Stellungnahme von Abg. Mag.a Meri Disoski, Vorsitzende der bilateralen parlamentarischen Gruppe Österreich–Iran
Gewalt im Iran – Verurteilung der tödlichen Repression gegen friedliche Demonstrant:innen
Als Vorsitzende der bilateralen parlamentarischen Gruppe Österreich–Iran des österreichischen Parlaments und als außenpolitische Sprecherin der Grünen verurteile ich die brutale Gewalt, mit der iranische Behörden gegen friedliche Demonstrant:innen vorgehen, auf das Schärfste. Das radikalislamistische Mullah-Regime lässt insbesondere in kurdischen Regionen friedliche Proteste mit brutaler Gewalt niederknüppeln. Bei den anhaltenden Protesten sind Berichten zufolge inzwischen mindestens 2.000 Menschen getötet worden. Diese erschütternde Zahl zeigt das dramatische Ausmaß der Repression gegen Menschen, die ihr grundlegendes Recht auf Freiheit, Gerechtigkeit und friedliche Versammlung ausüben.

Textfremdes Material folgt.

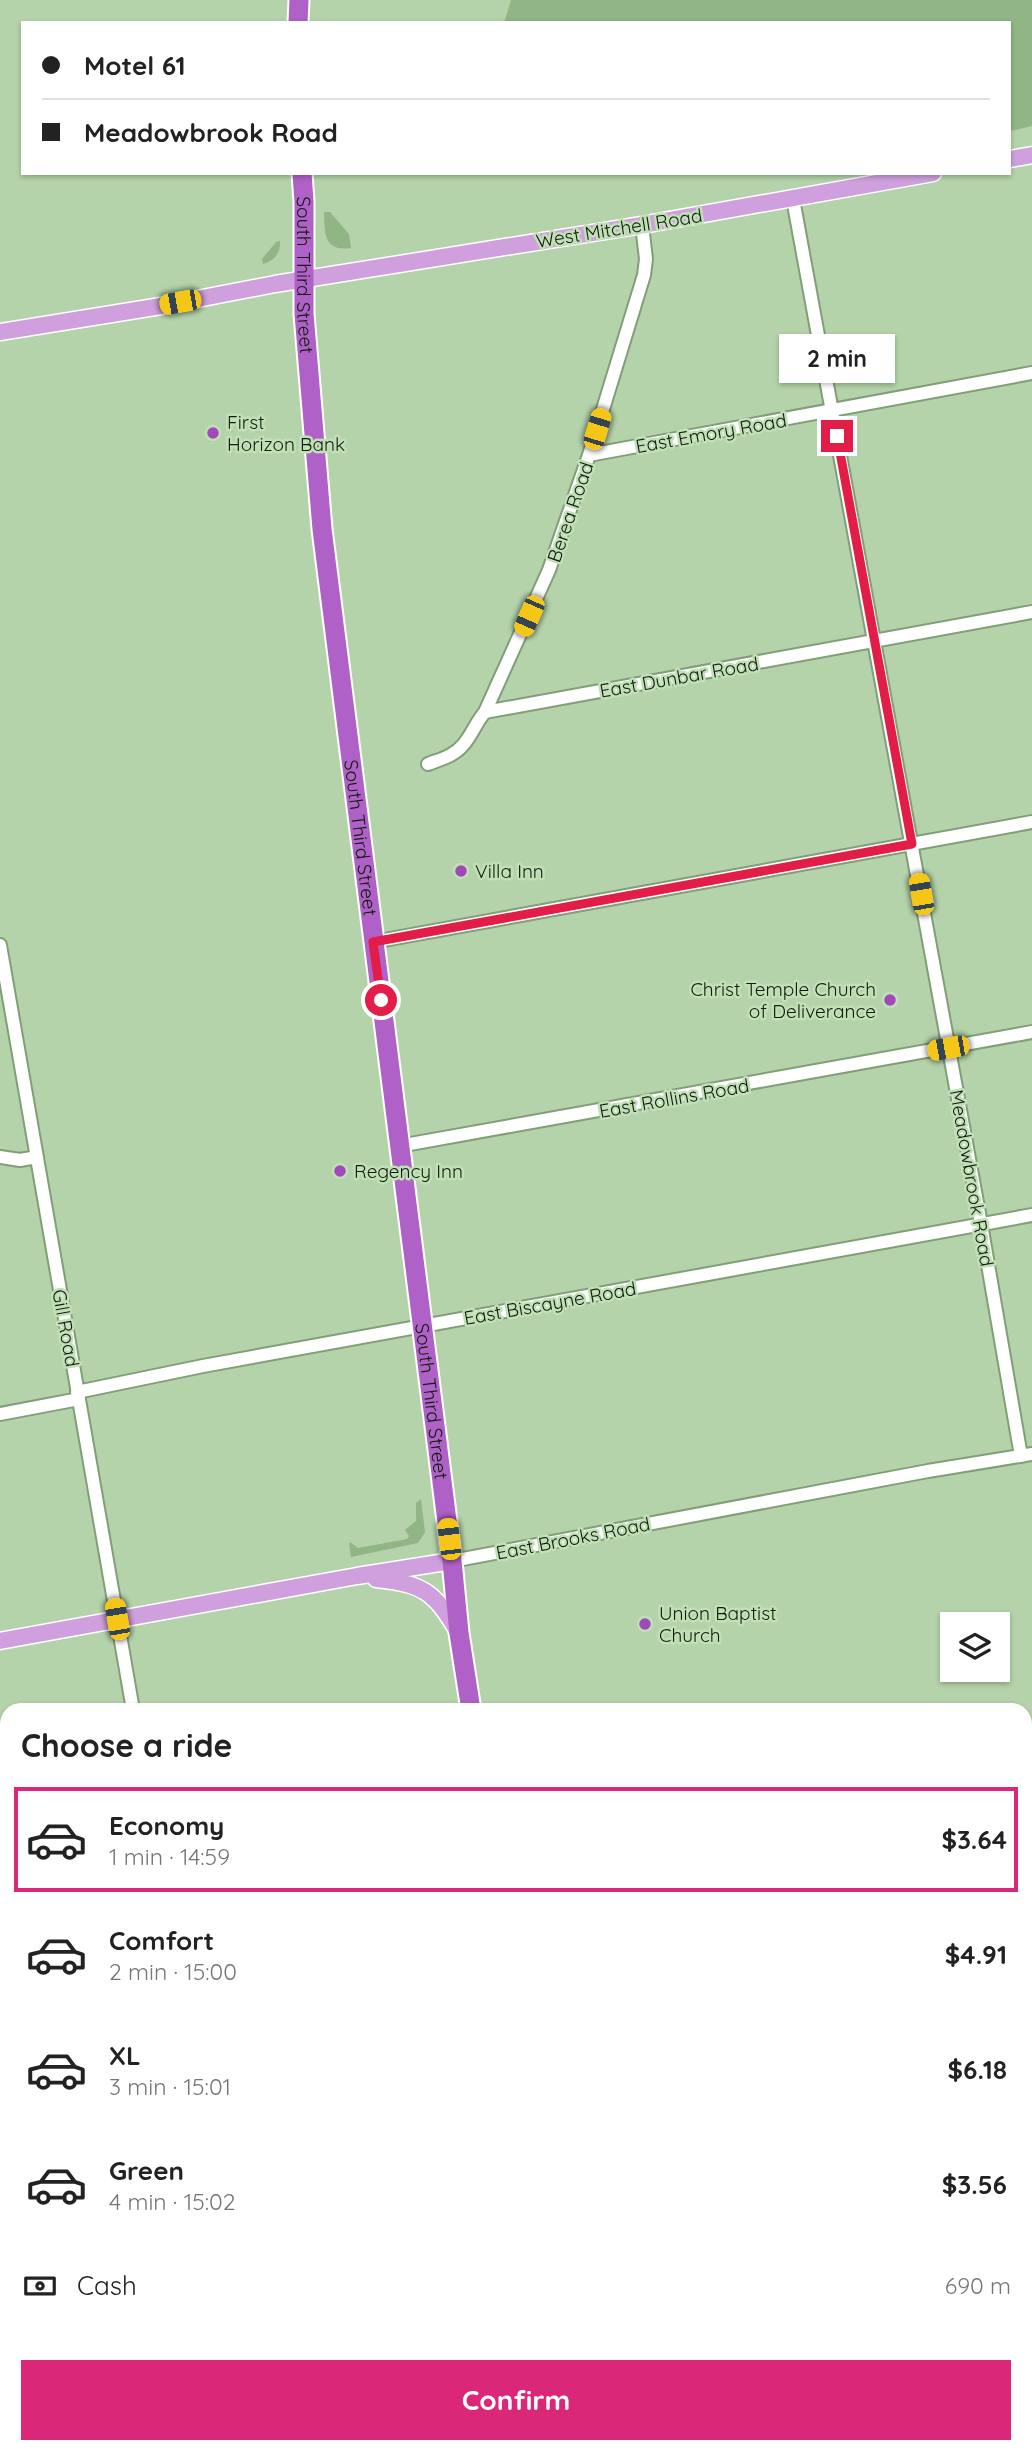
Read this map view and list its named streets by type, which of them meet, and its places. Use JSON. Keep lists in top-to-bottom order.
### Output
{
  "streets": {
    "highway": ["South Third Street"],
    "main road": ["West Mitchell Road", "East Brooks Road"],
    "street": [
      "East Emory Road",
      "Berea Road",
      "East Dunbar Road",
      "East Rollins Road",
      "Meadowbrook Road",
      "East Biscayne Road",
      "Gill Road"
    ]
  },
  "crossings": [
    ["West Mitchell Road", "South Third Street"],
    ["West Mitchell Road", "Berea Road"],
    ["West Mitchell Road", "Meadowbrook Road"],
    ["South Third Street", "East Rollins Road"],
    ["South Third Street", "East Biscayne Road"],
    ["South Third Street", "East Brooks Road"],
    ["East Emory Road", "Berea Road"],
    ["East Emory Road", "Meadowbrook Road"],
    ["Berea Road", "East Dunbar Road"],
    ["East Dunbar Road", "Meadowbrook Road"],
    ["East Rollins Road", "Meadowbrook Road"],
    ["Meadowbrook Road", "East Biscayne Road"],
    ["Meadowbrook Road", "East Brooks Road"],
    ["East Biscayne Road", "Gill Road"],
    ["Gill Road", "East Brooks Road"]
  ],
  "places": [
    "First Horizon Bank",
    "Villa Inn",
    "Christ Temple Church of Deliverance",
    "Regency Inn",
    "Union Baptist Church"
  ],
  "page": {
    "banner": ["Motel 61", "Meadowbrook Road"],
    "bubble": "2 min",
    "heading": "Choose a ride",
    "list": [
      {
        "name": "Economy",
        "note": "1 min · 14:59",
        "value": "$3.64"
      },
      {
        "name": "Comfort",
        "note": "2 min · 15:00",
        "value": "$4.91"
      },
      {
        "name": "XL",
        "note": "3 min · 15:01",
        "value": "$6.18"
      },
      {
        "name": "Green",
        "note": "4 min · 15:02",
        "value": "$3.56"
      }
    ],
    "pay": ["Cash", "690 m"],
    "buttons": "Confirm"
  }
}
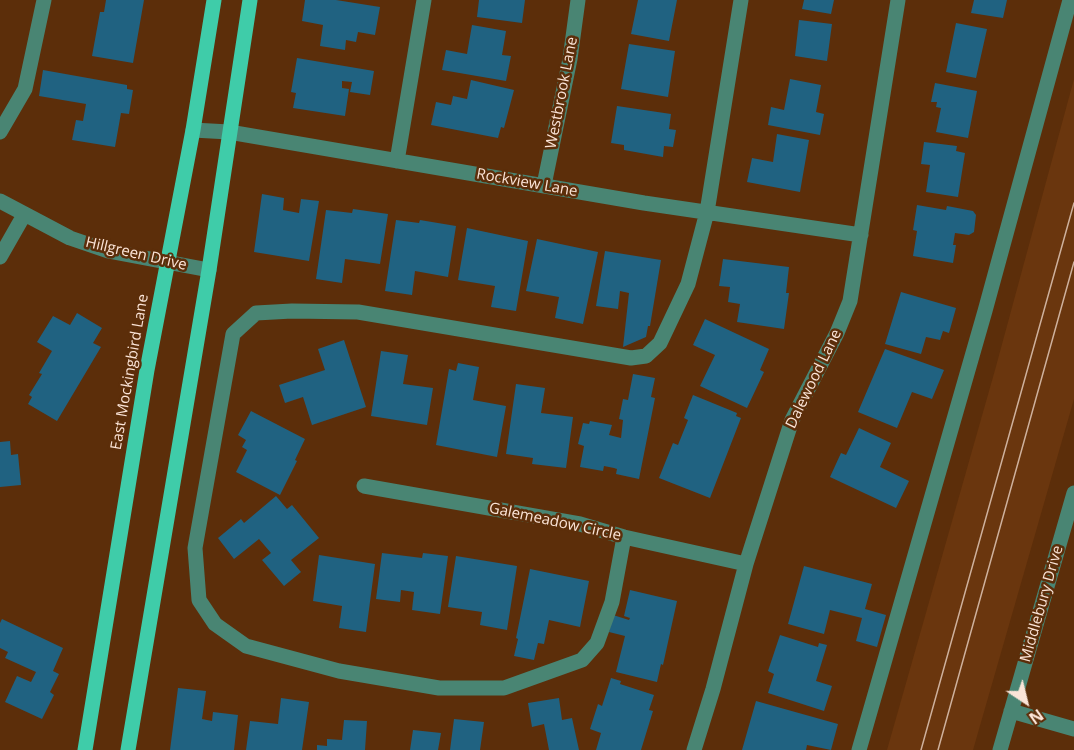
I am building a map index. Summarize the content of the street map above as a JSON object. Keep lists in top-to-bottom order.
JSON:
{
  "streets": {
    "main road": ["East Mockingbird Lane"],
    "street": [
      "Westbrook Lane",
      "Rockview Lane",
      "Hillgreen Drive",
      "Dalewood Lane",
      "Galemeadow Circle",
      "Middlebury Drive"
    ]
  },
  "crossings": [
    ["Westbrook Lane", "Rockview Lane"],
    ["Rockview Lane", "East Mockingbird Lane"],
    ["Rockview Lane", "Dalewood Lane"],
    ["Hillgreen Drive", "East Mockingbird Lane"],
    ["Dalewood Lane", "Galemeadow Circle"]
  ],
  "north": "bottom right"
}
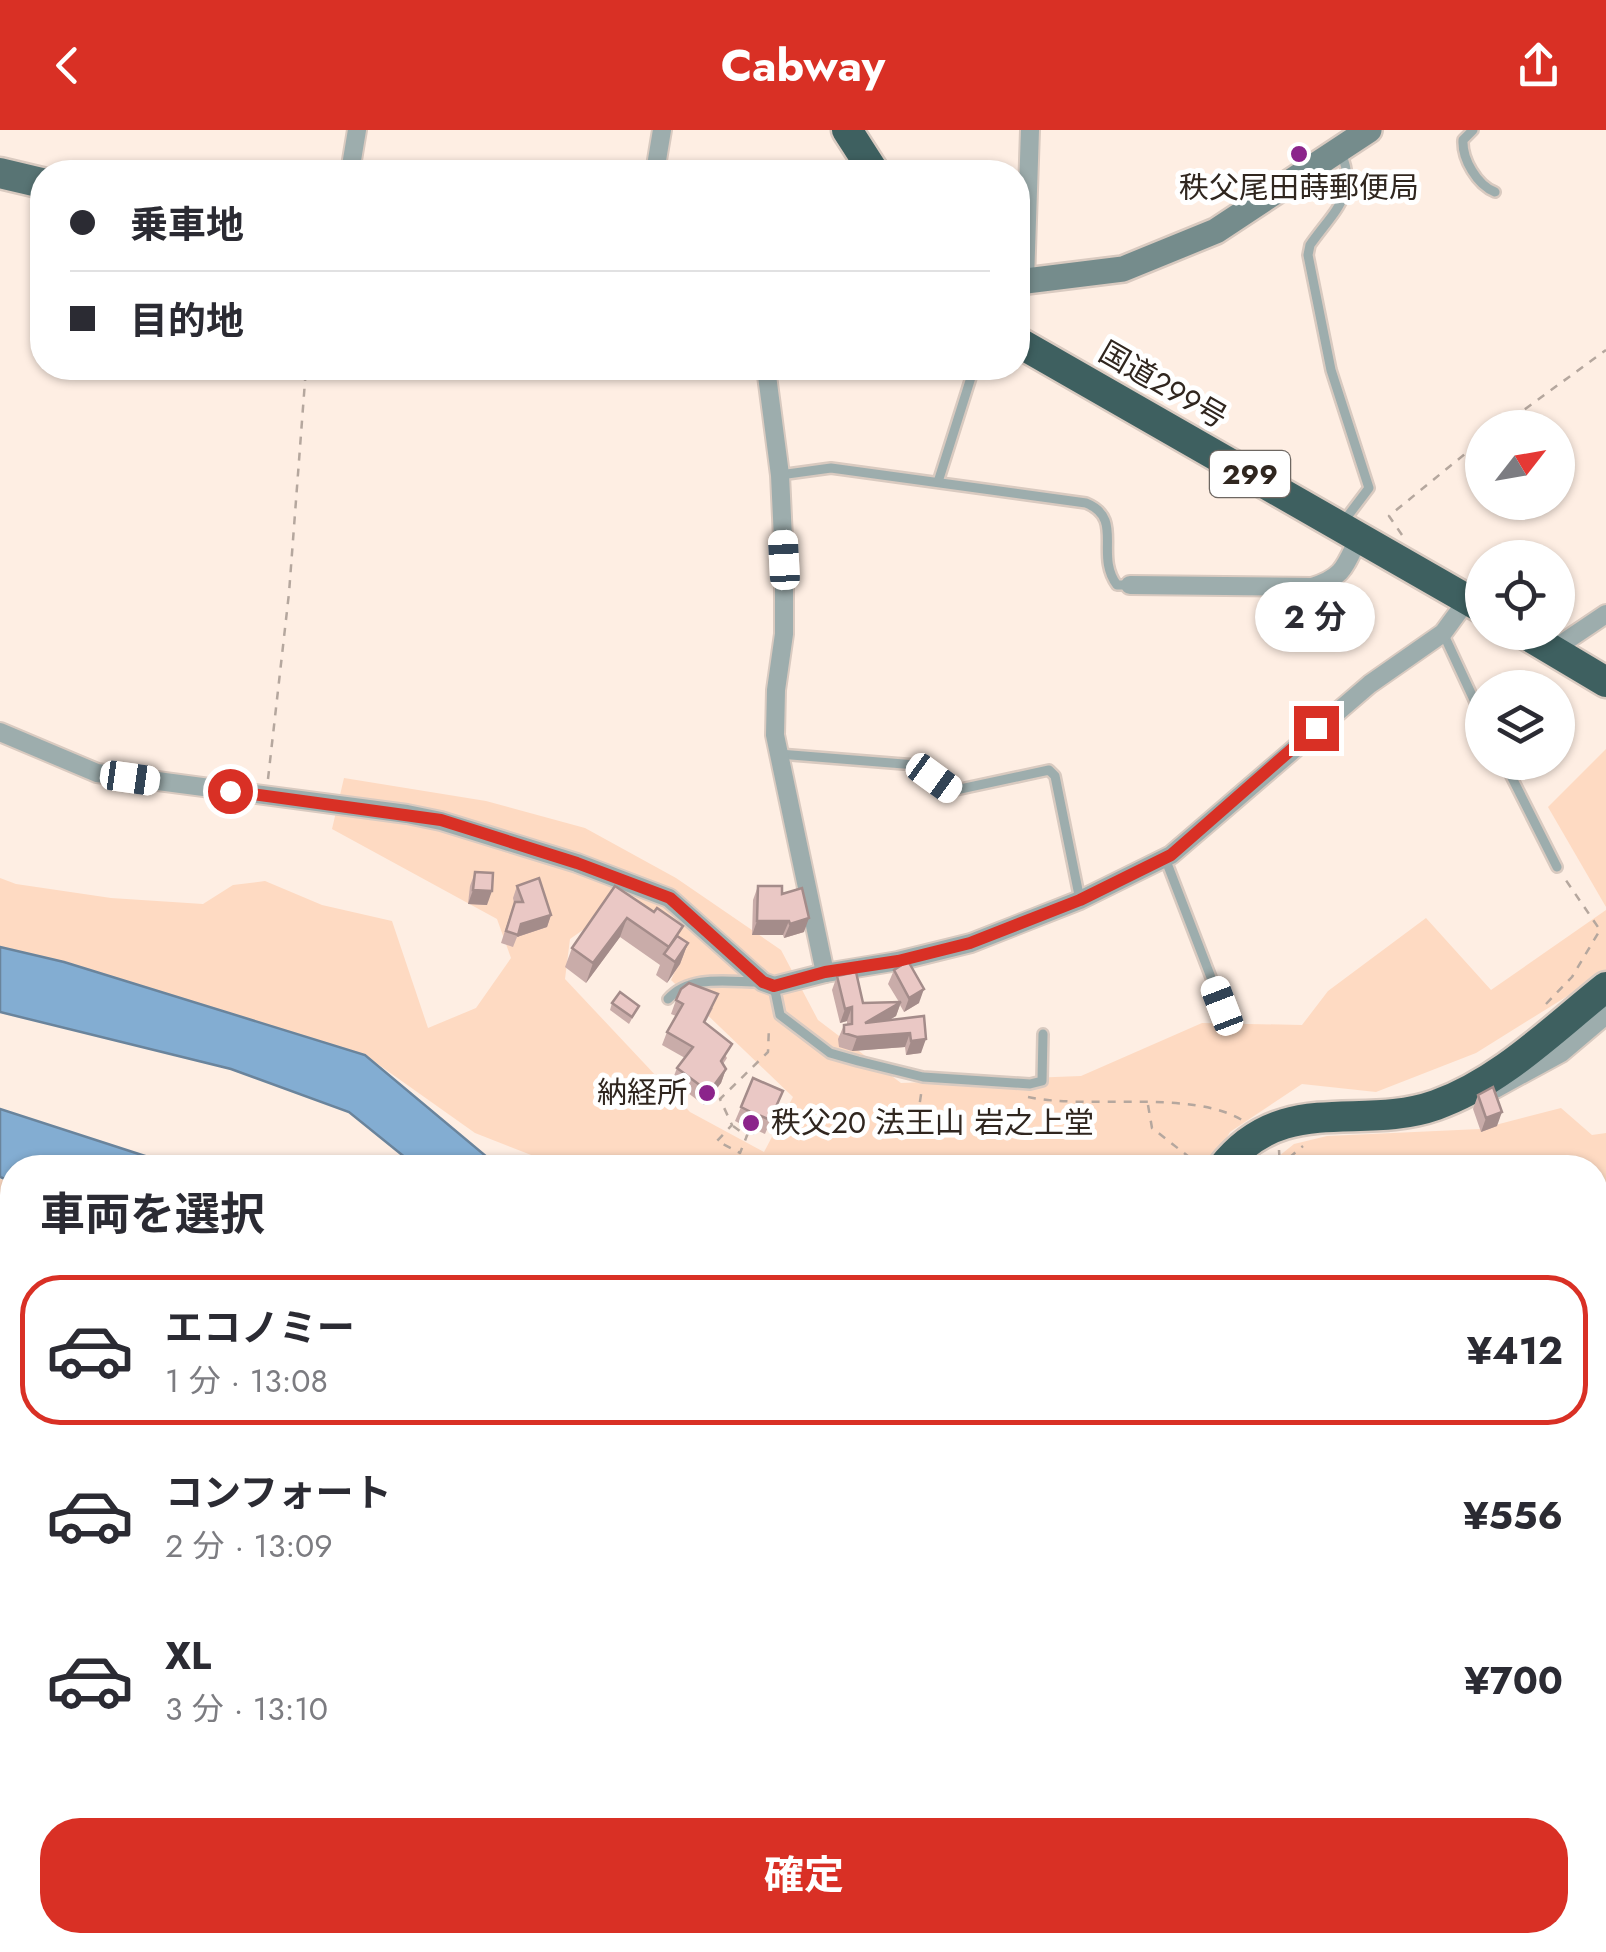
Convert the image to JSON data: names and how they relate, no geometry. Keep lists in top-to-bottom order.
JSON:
{
  "streets": {
    "highway": ["国道299号", "299"]
  },
  "places": ["秩父尾田蒔郵便局", "納経所", "秩父20 法王山 岩之上堂"],
  "north": "top right",
  "page": {
    "header": "Cabway",
    "banner": ["乗車地", "目的地"],
    "bubble": "2 分",
    "heading": "車両を選択",
    "list": [
      {
        "name": "エコノミー",
        "note": "1 分 · 13:08",
        "value": "¥412"
      },
      {
        "name": "コンフォート",
        "note": "2 分 · 13:09",
        "value": "¥556"
      },
      {
        "name": "XL",
        "note": "3 分 · 13:10",
        "value": "¥700"
      }
    ],
    "buttons": "確定"
  }
}
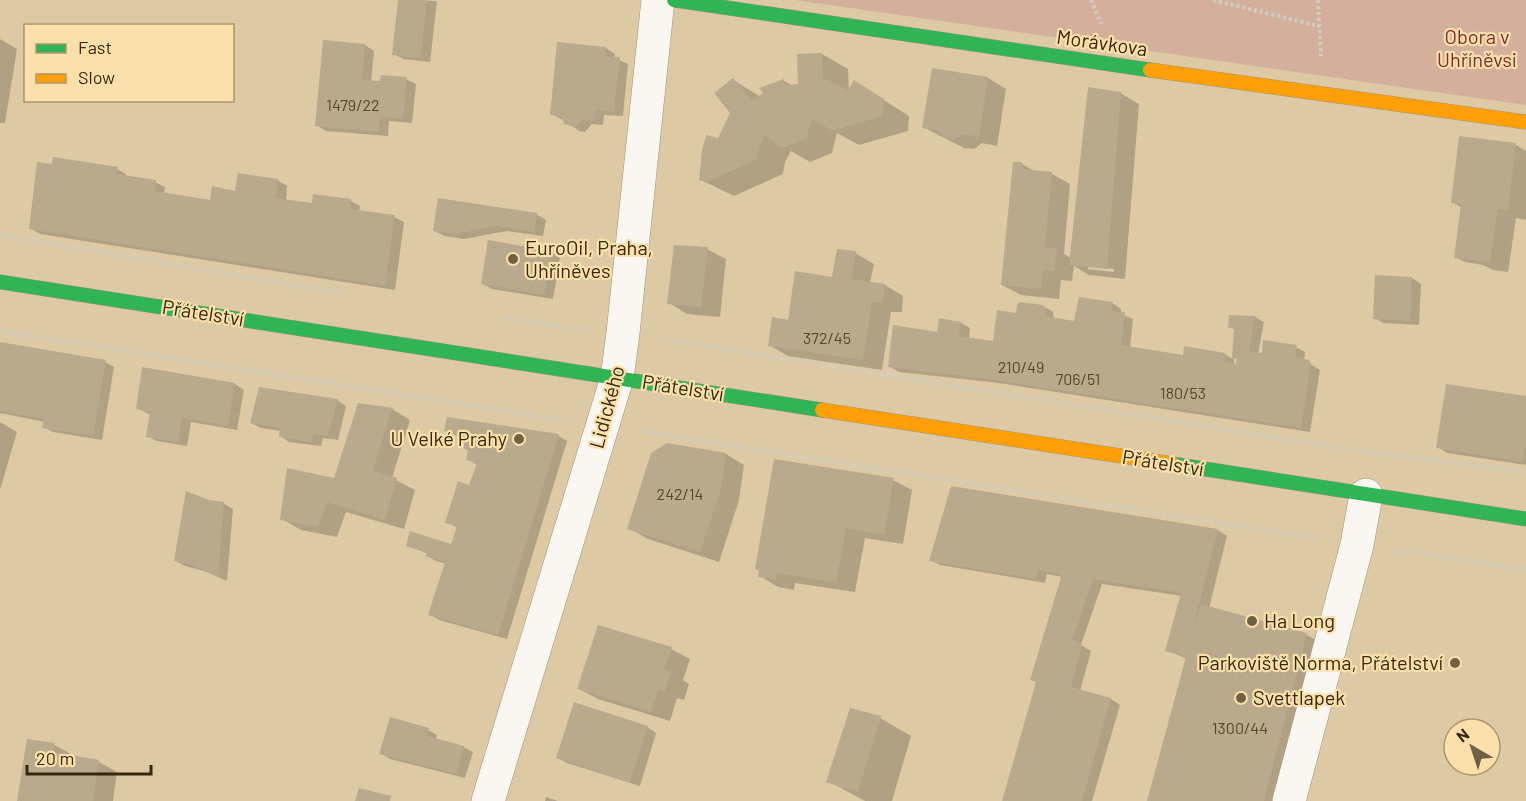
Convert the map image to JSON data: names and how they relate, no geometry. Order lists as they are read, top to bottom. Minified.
{"streets":{"main road":["Morávkova","Přátelství"],"street":["Lidického"]},"crossings":[["Přátelství","Lidického"]],"parks":["Obora v Uhříněvsi"],"places":["EuroOil, Praha, Uhříněves","U Velké Prahy","Ha Long","Parkoviště Norma, Přátelství","Svettlapek"],"house_numbers":["1479/22","372/45","210/49","706/51","180/53","242/14","1300/44"],"legend":["Fast","Slow"],"scale_bar":"20 m","north":"top left"}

Frauen und Männer riskieren ihr Leben, um gegen das islamistische Regime aufzustehen. Die systematische Gewalt, oft ausgeübt von der Islamischen Revolutionsgarde (IRGC) und anderen Sicherheitskräften, richtet sich gezielt gegen friedliche Demonstrant:innen und zielt darauf ab, Angst zu verbreiten und den Widerstand zu ersticken. Familien bleiben ohne Kenntnis über das Schicksal ihrer Angehörigen, während die Gewalt ungehindert weitergeht.
Unterdessen dauert die im Zuge der Proteste verhängte Internetsperre inzwischen über 60 Stunden an. Die Internetsperre ist kein technisches Mittel, sondern ein bewusst eingesetztes Instrument, um Berichte über die Gewalt zu unterdrücken, Demonstrant:innen zum Schweigen zu bringen und weitere Repressionen zu erleichtern. Der Zugang zu Informationen ist ein Menschenrecht – ohne ihn steigt das Risiko schwerwiegender Menschenrechtsverletzungen dramatisch.
Wir fordern die iranischen Behörden mit dem größtmöglichen Nachdruck dazu auf, die Gewalt gegen Demonstrant:innen unverzüglich zu beenden, die Opferzahlen transparent zu machen, alle Personen freizulassen, die allein wegen der friedlichen Ausübung ihrer Rechte inhaftiert wurden, den uneingeschränkten Zugang zu Informationen sofort wiederherzustellen.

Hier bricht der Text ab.